Task goal: Nothing may be left out, so copy every entry exactly.

Record excerpts Start Marker

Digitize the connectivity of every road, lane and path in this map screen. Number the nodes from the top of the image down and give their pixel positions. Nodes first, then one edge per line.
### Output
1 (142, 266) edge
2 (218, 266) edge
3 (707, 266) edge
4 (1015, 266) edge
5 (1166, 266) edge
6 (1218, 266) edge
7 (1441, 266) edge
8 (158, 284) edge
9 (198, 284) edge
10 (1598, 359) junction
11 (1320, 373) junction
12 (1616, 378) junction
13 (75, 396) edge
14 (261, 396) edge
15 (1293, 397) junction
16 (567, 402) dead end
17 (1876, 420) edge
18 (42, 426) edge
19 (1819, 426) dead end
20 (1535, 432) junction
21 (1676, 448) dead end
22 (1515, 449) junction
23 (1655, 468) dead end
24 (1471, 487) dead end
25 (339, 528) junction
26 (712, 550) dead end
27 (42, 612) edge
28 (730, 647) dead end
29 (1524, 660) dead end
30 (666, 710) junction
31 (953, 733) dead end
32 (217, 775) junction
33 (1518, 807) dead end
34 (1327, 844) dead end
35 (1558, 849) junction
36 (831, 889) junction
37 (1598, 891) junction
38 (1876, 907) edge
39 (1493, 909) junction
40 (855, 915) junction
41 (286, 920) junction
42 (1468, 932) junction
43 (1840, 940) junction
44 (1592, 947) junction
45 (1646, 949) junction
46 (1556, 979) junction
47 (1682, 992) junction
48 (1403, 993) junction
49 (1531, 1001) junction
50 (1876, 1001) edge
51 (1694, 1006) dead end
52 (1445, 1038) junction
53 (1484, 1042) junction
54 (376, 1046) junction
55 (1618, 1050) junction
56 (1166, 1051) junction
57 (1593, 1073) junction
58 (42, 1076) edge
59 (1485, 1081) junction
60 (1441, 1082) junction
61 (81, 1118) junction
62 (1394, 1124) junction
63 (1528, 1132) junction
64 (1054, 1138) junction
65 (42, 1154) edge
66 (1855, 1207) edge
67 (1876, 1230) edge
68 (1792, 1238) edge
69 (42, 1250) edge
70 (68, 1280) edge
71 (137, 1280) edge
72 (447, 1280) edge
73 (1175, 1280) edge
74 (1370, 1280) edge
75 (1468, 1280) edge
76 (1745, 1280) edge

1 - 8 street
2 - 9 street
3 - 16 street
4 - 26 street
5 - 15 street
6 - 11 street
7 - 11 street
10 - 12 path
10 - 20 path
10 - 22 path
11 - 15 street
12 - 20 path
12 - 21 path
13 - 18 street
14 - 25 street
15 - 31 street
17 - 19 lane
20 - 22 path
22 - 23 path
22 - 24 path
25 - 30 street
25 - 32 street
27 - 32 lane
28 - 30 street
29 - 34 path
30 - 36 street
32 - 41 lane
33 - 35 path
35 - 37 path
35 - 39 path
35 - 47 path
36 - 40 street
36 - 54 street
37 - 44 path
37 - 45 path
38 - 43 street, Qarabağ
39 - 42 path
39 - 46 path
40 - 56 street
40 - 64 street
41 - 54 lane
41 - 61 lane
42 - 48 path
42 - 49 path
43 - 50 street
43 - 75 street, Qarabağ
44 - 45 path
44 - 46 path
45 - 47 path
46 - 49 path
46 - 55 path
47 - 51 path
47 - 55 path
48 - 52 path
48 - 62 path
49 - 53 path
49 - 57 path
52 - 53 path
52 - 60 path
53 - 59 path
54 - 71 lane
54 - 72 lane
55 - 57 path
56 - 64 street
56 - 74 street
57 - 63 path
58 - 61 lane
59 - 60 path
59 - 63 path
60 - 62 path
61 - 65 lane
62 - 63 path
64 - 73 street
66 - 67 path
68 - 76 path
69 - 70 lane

Record excerpts End Marker

Result:
Digitize the connectivity of every road, lane and path in this map screen. Number the nodes from the top of the image down and give their pixel positions. Nodes first, then one edge per line.
### Output
1 (142, 266) edge
2 (218, 266) edge
3 (707, 266) edge
4 (1015, 266) edge
5 (1166, 266) edge
6 (1218, 266) edge
7 (1441, 266) edge
8 (158, 284) edge
9 (198, 284) edge
10 (1598, 359) junction
11 (1320, 373) junction
12 (1616, 378) junction
13 (75, 396) edge
14 (261, 396) edge
15 (1293, 397) junction
16 (567, 402) dead end
17 (1876, 420) edge
18 (42, 426) edge
19 (1819, 426) dead end
20 (1535, 432) junction
21 (1676, 448) dead end
22 (1515, 449) junction
23 (1655, 468) dead end
24 (1471, 487) dead end
25 (339, 528) junction
26 (712, 550) dead end
27 (42, 612) edge
28 (730, 647) dead end
29 (1524, 660) dead end
30 (666, 710) junction
31 (953, 733) dead end
32 (217, 775) junction
33 (1518, 807) dead end
34 (1327, 844) dead end
35 (1558, 849) junction
36 (831, 889) junction
37 (1598, 891) junction
38 (1876, 907) edge
39 (1493, 909) junction
40 (855, 915) junction
41 (286, 920) junction
42 (1468, 932) junction
43 (1840, 940) junction
44 (1592, 947) junction
45 (1646, 949) junction
46 (1556, 979) junction
47 (1682, 992) junction
48 (1403, 993) junction
49 (1531, 1001) junction
50 (1876, 1001) edge
51 (1694, 1006) dead end
52 (1445, 1038) junction
53 (1484, 1042) junction
54 (376, 1046) junction
55 (1618, 1050) junction
56 (1166, 1051) junction
57 (1593, 1073) junction
58 (42, 1076) edge
59 (1485, 1081) junction
60 (1441, 1082) junction
61 (81, 1118) junction
62 (1394, 1124) junction
63 (1528, 1132) junction
64 (1054, 1138) junction
65 (42, 1154) edge
66 (1855, 1207) edge
67 (1876, 1230) edge
68 (1792, 1238) edge
69 (42, 1250) edge
70 (68, 1280) edge
71 (137, 1280) edge
72 (447, 1280) edge
73 (1175, 1280) edge
74 (1370, 1280) edge
75 (1468, 1280) edge
76 (1745, 1280) edge

1 - 8 street
2 - 9 street
3 - 16 street
4 - 26 street
5 - 15 street
6 - 11 street
7 - 11 street
10 - 12 path
10 - 20 path
10 - 22 path
11 - 15 street
12 - 20 path
12 - 21 path
13 - 18 street
14 - 25 street
15 - 31 street
17 - 19 lane
20 - 22 path
22 - 23 path
22 - 24 path
25 - 30 street
25 - 32 street
27 - 32 lane
28 - 30 street
29 - 34 path
30 - 36 street
32 - 41 lane
33 - 35 path
35 - 37 path
35 - 39 path
35 - 47 path
36 - 40 street
36 - 54 street
37 - 44 path
37 - 45 path
38 - 43 street, Qarabağ
39 - 42 path
39 - 46 path
40 - 56 street
40 - 64 street
41 - 54 lane
41 - 61 lane
42 - 48 path
42 - 49 path
43 - 50 street
43 - 75 street, Qarabağ
44 - 45 path
44 - 46 path
45 - 47 path
46 - 49 path
46 - 55 path
47 - 51 path
47 - 55 path
48 - 52 path
48 - 62 path
49 - 53 path
49 - 57 path
52 - 53 path
52 - 60 path
53 - 59 path
54 - 71 lane
54 - 72 lane
55 - 57 path
56 - 64 street
56 - 74 street
57 - 63 path
58 - 61 lane
59 - 60 path
59 - 63 path
60 - 62 path
61 - 65 lane
62 - 63 path
64 - 73 street
66 - 67 path
68 - 76 path
69 - 70 lane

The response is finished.